What the exercise asks >>
Every record below should be repeated exactly. Omit the pictures.

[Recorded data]
◆ ◆ ◆ ◆ ◆

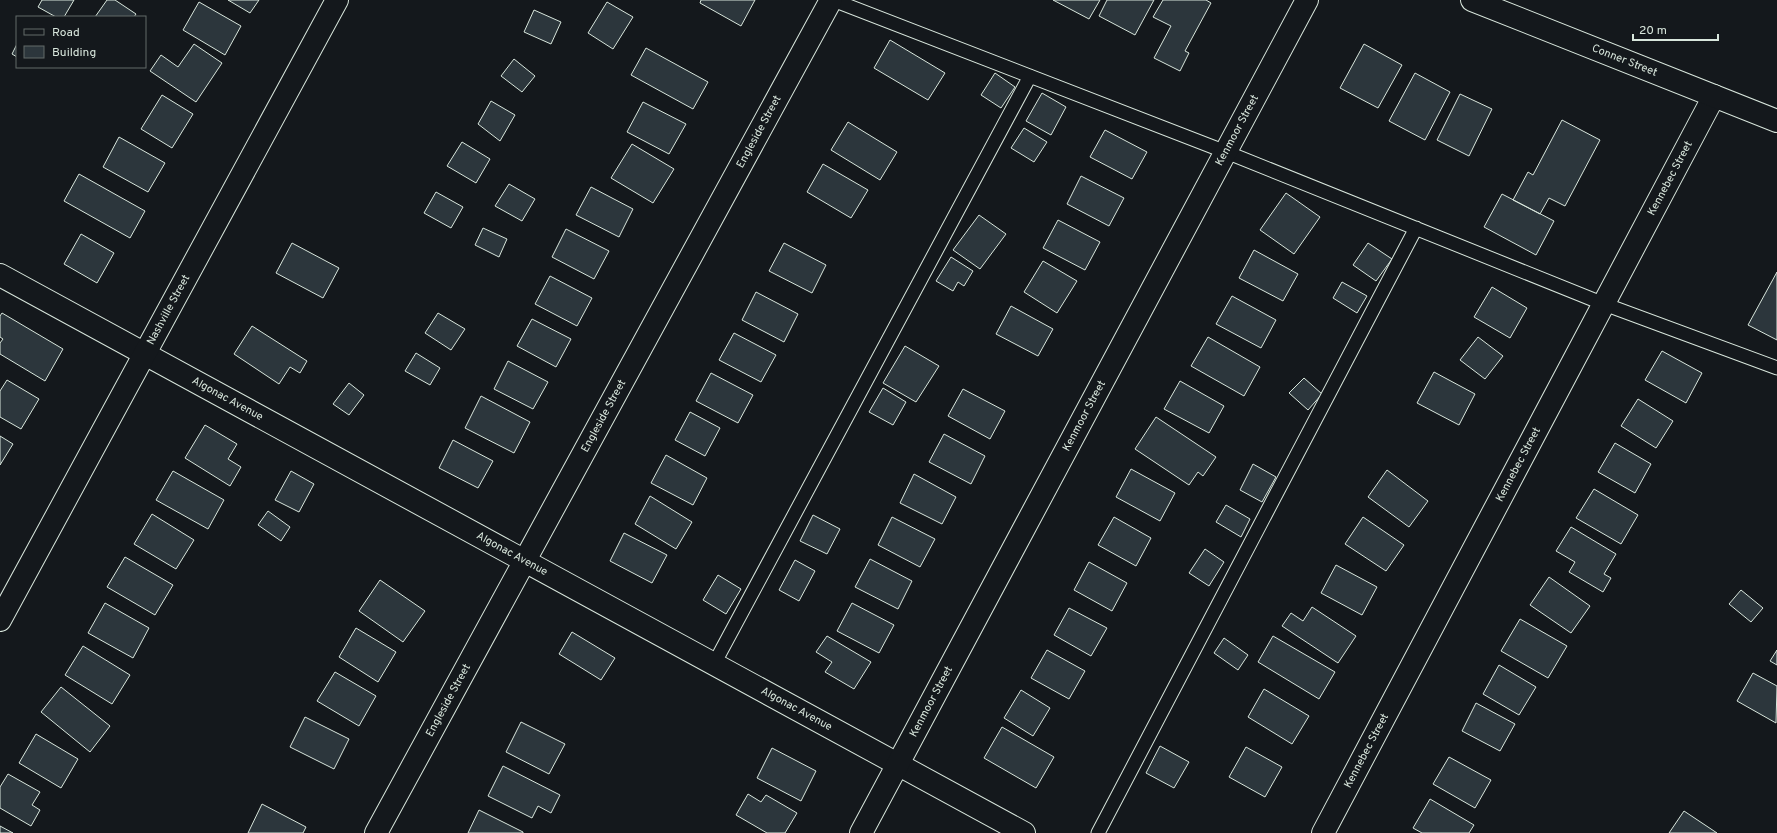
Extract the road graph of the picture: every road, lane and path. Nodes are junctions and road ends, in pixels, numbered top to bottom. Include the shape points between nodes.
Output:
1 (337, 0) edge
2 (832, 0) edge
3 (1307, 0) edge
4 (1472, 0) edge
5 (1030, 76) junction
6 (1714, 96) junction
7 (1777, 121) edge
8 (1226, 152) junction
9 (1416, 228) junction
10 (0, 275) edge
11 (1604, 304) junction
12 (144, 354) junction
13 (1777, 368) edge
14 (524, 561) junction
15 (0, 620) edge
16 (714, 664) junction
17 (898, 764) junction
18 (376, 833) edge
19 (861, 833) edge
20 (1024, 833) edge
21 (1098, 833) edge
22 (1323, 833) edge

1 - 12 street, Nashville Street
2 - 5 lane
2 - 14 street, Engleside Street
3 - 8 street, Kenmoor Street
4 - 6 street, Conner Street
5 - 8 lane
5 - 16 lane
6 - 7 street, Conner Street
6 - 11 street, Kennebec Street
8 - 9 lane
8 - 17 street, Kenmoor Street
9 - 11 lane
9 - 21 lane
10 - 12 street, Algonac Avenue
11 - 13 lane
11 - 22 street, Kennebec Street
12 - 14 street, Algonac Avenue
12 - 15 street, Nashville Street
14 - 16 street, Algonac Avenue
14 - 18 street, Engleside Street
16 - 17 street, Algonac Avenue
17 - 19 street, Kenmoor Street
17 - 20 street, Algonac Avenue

◆ ◆ ◆ ◆ ◆

Response >>
Extract the road graph of the picture: every road, lane and path. Nodes are junctions and road ends, in pixels, numbered top to bottom. Include the shape points between nodes.
Output:
1 (337, 0) edge
2 (832, 0) edge
3 (1307, 0) edge
4 (1472, 0) edge
5 (1030, 76) junction
6 (1714, 96) junction
7 (1777, 121) edge
8 (1226, 152) junction
9 (1416, 228) junction
10 (0, 275) edge
11 (1604, 304) junction
12 (144, 354) junction
13 (1777, 368) edge
14 (524, 561) junction
15 (0, 620) edge
16 (714, 664) junction
17 (898, 764) junction
18 (376, 833) edge
19 (861, 833) edge
20 (1024, 833) edge
21 (1098, 833) edge
22 (1323, 833) edge

1 - 12 street, Nashville Street
2 - 5 lane
2 - 14 street, Engleside Street
3 - 8 street, Kenmoor Street
4 - 6 street, Conner Street
5 - 8 lane
5 - 16 lane
6 - 7 street, Conner Street
6 - 11 street, Kennebec Street
8 - 9 lane
8 - 17 street, Kenmoor Street
9 - 11 lane
9 - 21 lane
10 - 12 street, Algonac Avenue
11 - 13 lane
11 - 22 street, Kennebec Street
12 - 14 street, Algonac Avenue
12 - 15 street, Nashville Street
14 - 16 street, Algonac Avenue
14 - 18 street, Engleside Street
16 - 17 street, Algonac Avenue
17 - 19 street, Kenmoor Street
17 - 20 street, Algonac Avenue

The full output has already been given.